This was an action in the Eirst District Court of Newark, brought to recover $240, the balance on a $340 bill for automobile wheels sold to defendant. The defendant counterclaimed for breach of an agreement not to compete with defendant, in the sale of such goods, alleging an offer to return the goods, and claiming as damages $271, the value of the goods remaining unsold. Judgment was rendered in favor of the defendant on the counter-claim for $31.
It is contended that there should have been two judgments, one for the plaintiff and one for the defendant. The statute, however, provides that in cases of recoupment, when the defendant’s damages exceed the plaintiff’s demand, judgment shall be given the defendant for such excess. Pamph. L. 1898, p. 575, § 64.
It is also contended that the order for the goods constituted the written contract of the parties, and that parole evidence was inadmissible to add to its terms.

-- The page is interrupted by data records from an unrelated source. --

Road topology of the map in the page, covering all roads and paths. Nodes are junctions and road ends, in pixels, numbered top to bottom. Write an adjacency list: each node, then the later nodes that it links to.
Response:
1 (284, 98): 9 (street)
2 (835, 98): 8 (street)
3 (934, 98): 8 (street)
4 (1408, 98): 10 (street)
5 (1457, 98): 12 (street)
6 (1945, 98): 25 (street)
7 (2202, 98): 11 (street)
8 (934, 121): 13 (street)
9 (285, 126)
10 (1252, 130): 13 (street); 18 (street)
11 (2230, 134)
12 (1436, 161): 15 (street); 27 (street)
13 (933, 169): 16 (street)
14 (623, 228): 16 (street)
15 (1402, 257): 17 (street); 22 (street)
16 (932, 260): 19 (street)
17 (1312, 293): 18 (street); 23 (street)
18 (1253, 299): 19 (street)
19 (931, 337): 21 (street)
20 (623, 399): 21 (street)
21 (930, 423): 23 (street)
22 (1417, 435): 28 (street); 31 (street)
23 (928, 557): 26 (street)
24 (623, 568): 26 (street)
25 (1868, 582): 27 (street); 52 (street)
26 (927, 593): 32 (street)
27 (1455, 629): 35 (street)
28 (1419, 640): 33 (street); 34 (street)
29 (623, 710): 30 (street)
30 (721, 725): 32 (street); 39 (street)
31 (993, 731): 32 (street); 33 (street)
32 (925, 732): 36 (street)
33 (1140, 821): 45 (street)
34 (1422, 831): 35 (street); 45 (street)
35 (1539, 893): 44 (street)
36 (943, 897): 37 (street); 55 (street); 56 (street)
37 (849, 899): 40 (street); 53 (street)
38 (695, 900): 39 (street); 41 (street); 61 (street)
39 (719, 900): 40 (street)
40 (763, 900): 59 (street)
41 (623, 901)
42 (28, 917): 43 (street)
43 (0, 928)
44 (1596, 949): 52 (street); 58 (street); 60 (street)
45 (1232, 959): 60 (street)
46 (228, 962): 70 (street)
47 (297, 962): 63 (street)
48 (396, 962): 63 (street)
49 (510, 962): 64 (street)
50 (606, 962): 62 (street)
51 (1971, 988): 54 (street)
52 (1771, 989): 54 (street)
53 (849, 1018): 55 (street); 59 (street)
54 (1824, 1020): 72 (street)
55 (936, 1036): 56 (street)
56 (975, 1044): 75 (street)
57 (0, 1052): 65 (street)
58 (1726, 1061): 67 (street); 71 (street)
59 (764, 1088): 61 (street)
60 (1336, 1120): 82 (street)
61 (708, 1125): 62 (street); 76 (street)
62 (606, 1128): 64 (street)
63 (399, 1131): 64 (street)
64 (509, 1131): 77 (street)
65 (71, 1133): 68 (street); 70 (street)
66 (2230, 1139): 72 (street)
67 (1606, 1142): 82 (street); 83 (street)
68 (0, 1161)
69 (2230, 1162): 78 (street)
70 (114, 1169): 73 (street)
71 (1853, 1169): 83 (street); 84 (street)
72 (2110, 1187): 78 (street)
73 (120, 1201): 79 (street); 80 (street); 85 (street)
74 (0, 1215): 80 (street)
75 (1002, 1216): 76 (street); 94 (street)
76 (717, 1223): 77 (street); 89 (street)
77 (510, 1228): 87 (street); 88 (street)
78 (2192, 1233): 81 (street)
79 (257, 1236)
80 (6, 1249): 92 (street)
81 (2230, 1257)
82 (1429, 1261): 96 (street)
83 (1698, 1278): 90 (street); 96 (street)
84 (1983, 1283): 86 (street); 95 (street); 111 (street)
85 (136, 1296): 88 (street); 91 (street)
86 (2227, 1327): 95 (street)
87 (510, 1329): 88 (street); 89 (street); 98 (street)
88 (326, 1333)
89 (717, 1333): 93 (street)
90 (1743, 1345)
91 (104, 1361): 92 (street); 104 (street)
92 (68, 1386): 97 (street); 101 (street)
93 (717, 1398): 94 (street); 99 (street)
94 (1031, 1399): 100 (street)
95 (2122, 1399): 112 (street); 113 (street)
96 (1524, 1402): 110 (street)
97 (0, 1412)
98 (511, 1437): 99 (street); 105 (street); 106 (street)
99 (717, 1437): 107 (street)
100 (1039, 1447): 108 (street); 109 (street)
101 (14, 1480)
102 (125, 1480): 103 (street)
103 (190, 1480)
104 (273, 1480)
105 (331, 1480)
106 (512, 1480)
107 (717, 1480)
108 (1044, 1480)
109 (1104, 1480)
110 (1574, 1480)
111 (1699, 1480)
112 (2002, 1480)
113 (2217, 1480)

But it is manifest that the order was not a completed contract, but only evidence of an act required by the contract, and as a preliminary thereto.
It is argued that there was no evidence of damage, and, also, that the plaintiff cannot rescind the contract and recover damages. The letters in evidence show a rescission by mutual consent.

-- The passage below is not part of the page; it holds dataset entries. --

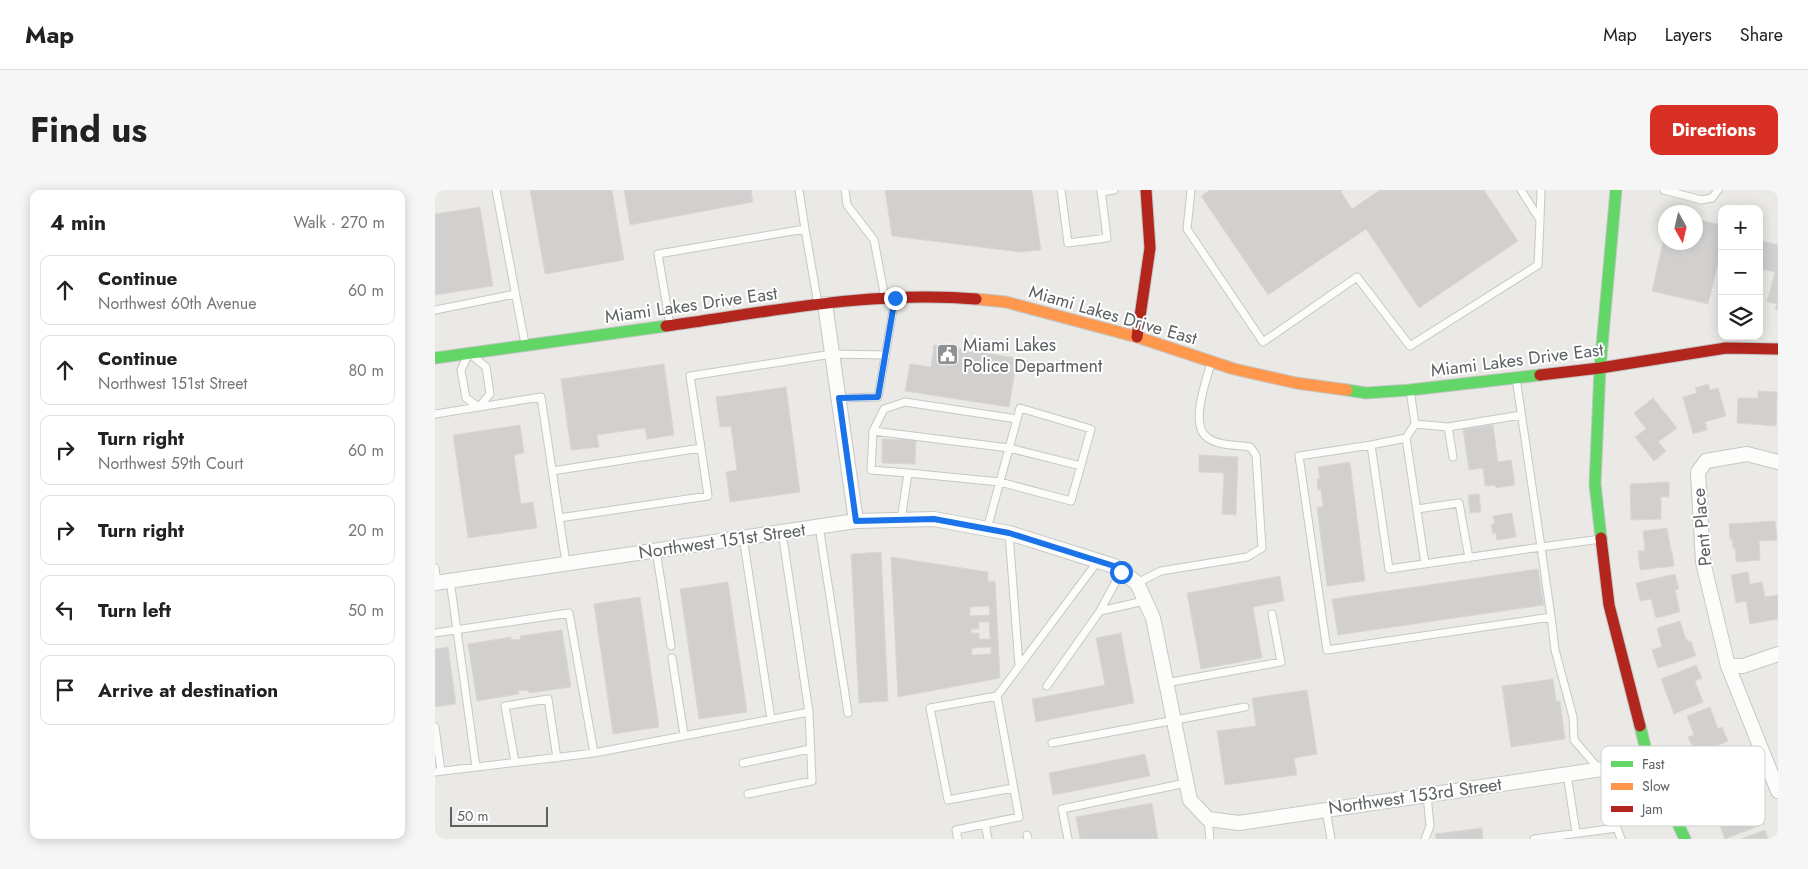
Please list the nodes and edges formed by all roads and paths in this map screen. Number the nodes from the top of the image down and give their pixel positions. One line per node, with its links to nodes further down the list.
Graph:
1 (496, 190): 16 (lane)
2 (799, 190): 15 (lane)
3 (845, 190): 17 (lane)
4 (1061, 190): 13 (lane)
5 (1114, 190): 13 (lane)
6 (1146, 190): 21 (main road)
7 (1191, 190): 14 (lane)
8 (1521, 190): 14 (lane)
9 (1541, 190): 14 (lane)
10 (1616, 190): 29 (main road)
11 (1664, 190): 12 (lane)
12 (1718, 190)
13 (1101, 191)
14 (1540, 220)
15 (805, 229): 18 (lane); 20 (lane)
16 (515, 294): 19 (lane); 22 (lane)
17 (890, 298): 18 (main road, Miami Lakes Drive East); 21 (main road, Miami Lakes Drive East); 26 (lane)
18 (822, 305): 20 (main road, Miami Lakes Drive East); 25 (street)
19 (435, 310)
20 (671, 326): 22 (main road, Miami Lakes Drive East)
21 (1137, 337): 28 (main road, Miami Lakes Drive East)
22 (525, 346): 24 (main road, Miami Lakes Drive East)
23 (1778, 349): 29 (main road, Miami Lakes Drive East)
24 (469, 354): 27 (main road, Miami Lakes Drive East); 33 (lane); 33 (lane)
25 (832, 354): 26 (lane); 32 (street); 42 (lane)
26 (885, 355): 32 (lane)
27 (435, 358)
28 (1211, 362): 31 (main road, Miami Lakes Drive East); 69 (lane)
29 (1600, 368): 30 (main road, Miami Lakes Drive East); 59 (main road)
30 (1516, 378): 31 (main road, Miami Lakes Drive East); 35 (lane)
31 (1410, 390): 37 (lane)
32 (839, 398): 53 (street)
33 (479, 407): 34 (lane); 47 (lane)
34 (435, 414)
35 (1521, 415): 38 (lane); 60 (lane)
36 (1017, 419): 39 (lane); 43 (lane); 46 (lane)
37 (1415, 424): 38 (lane); 40 (lane)
38 (1448, 427): 44 (lane)
39 (873, 431): 43 (lane); 48 (lane)
40 (1406, 438): 41 (lane); 50 (lane)
41 (1371, 445): 65 (lane); 73 (lane)
42 (701, 448): 47 (lane); 51 (lane)
43 (1009, 448): 46 (lane); 49 (lane)
44 (1453, 456)
45 (1778, 462): 80 (street, Pent Place)
46 (1081, 466): 49 (lane)
47 (552, 471): 51 (lane)
48 (908, 473): 49 (lane); 52 (lane)
49 (1000, 482): 55 (lane)
50 (1417, 509): 62 (lane); 65 (lane)
51 (559, 518): 64 (lane)
52 (901, 520): 53 (street, Northwest 151st Street); 55 (street, Northwest 151st Street)
53 (856, 521): 54 (street, Northwest 151st Street)
54 (819, 526): 56 (street, Northwest 151st Street); 86 (lane)
55 (987, 529): 57 (street, Northwest 151st Street)
56 (782, 532): 58 (street, Northwest 151st Street); 85 (lane)
57 (1009, 533): 63 (street, Northwest 151st Street); 79 (lane)
58 (743, 538): 61 (street, Northwest 151st Street); 87 (lane)
59 (1601, 539): 60 (lane); 92 (main road)
60 (1541, 547): 62 (lane); 73 (lane)
61 (656, 550): 64 (street, Northwest 151st Street); 76 (lane)
62 (1469, 558): 65 (lane)
63 (1098, 561): 67 (street, Northwest 151st Street); 79 (lane)
64 (566, 563): 68 (street, Northwest 151st Street)
65 (1425, 564)
66 (435, 568): 68 (lane)
67 (1121, 572): 69 (street, Northwest 151st Street); 71 (lane)
68 (441, 582): 74 (lane)
69 (1137, 583): 70 (street)
70 (1144, 600): 71 (lane); 81 (street)
71 (1100, 611): 82 (lane)
72 (1272, 614): 81 (lane)
73 (1551, 617): 101 (lane)
74 (457, 630): 75 (lane); 95 (lane); 100 (lane)
75 (435, 633)
76 (671, 646)
77 (1778, 654): 80 (street)
78 (672, 658): 90 (lane)
79 (1019, 666): 83 (lane)
80 (1727, 666): 93 (street, Pent Place)
81 (1166, 683): 88 (street)
82 (1047, 686)
83 (997, 696): 105 (lane); 105 (lane)
84 (1245, 707): 88 (lane)
85 (809, 712): 87 (lane); 94 (lane)
86 (848, 713)
87 (771, 719): 90 (lane)
88 (1174, 720): 91 (lane); 104 (street)
89 (435, 727): 102 (lane)
90 (684, 735): 95 (lane)
91 (1052, 743)
92 (1645, 746)
93 (1760, 746)
94 (811, 749): 99 (lane); 107 (lane)
95 (594, 753): 96 (lane)
96 (557, 758): 98 (lane); 98 (lane)
97 (1765, 759): 106 (street, Pent Place)
98 (515, 762): 100 (lane)
99 (743, 763)
100 (476, 767): 102 (lane)
101 (1599, 769): 103 (street, Northwest 153rd Street)
102 (438, 771)
103 (1567, 774): 108 (street, Northwest 153rd Street); 113 (lane)
104 (1186, 783): 110 (street); 116 (lane)
105 (1013, 788): 111 (lane)
106 (1778, 791)
107 (748, 794)
108 (1427, 795): 109 (street, Northwest 153rd Street); 119 (lane)
109 (1326, 810): 110 (street, Northwest 153rd Street); 118 (lane)
110 (1207, 819): 117 (lane)
111 (985, 824): 114 (lane); 115 (lane)
112 (1679, 826): 122 (main road)
113 (1575, 833): 120 (lane); 121 (lane)
114 (958, 839)
115 (987, 839)
116 (1068, 839)
117 (1210, 839)
118 (1331, 839)
119 (1425, 839)
120 (1533, 839)
121 (1621, 839)
122 (1685, 839)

If the defense was founded on a breach of plaintiff’s agreement, it would be necessary to prove damage, which would be a Joss of profits. The court allowed damages on the theory of rescission of the contract, upon which theory the defendant would be entitled to recover back money advanced in payment of the goods after returning or offering to return them, and that sum was the amount allowed on the counter-claim, resulting in the legal situation that the title of the unsold goods is in the plaintiff, the defendant holding them as bailee.
The result is that the judgment is affirmed.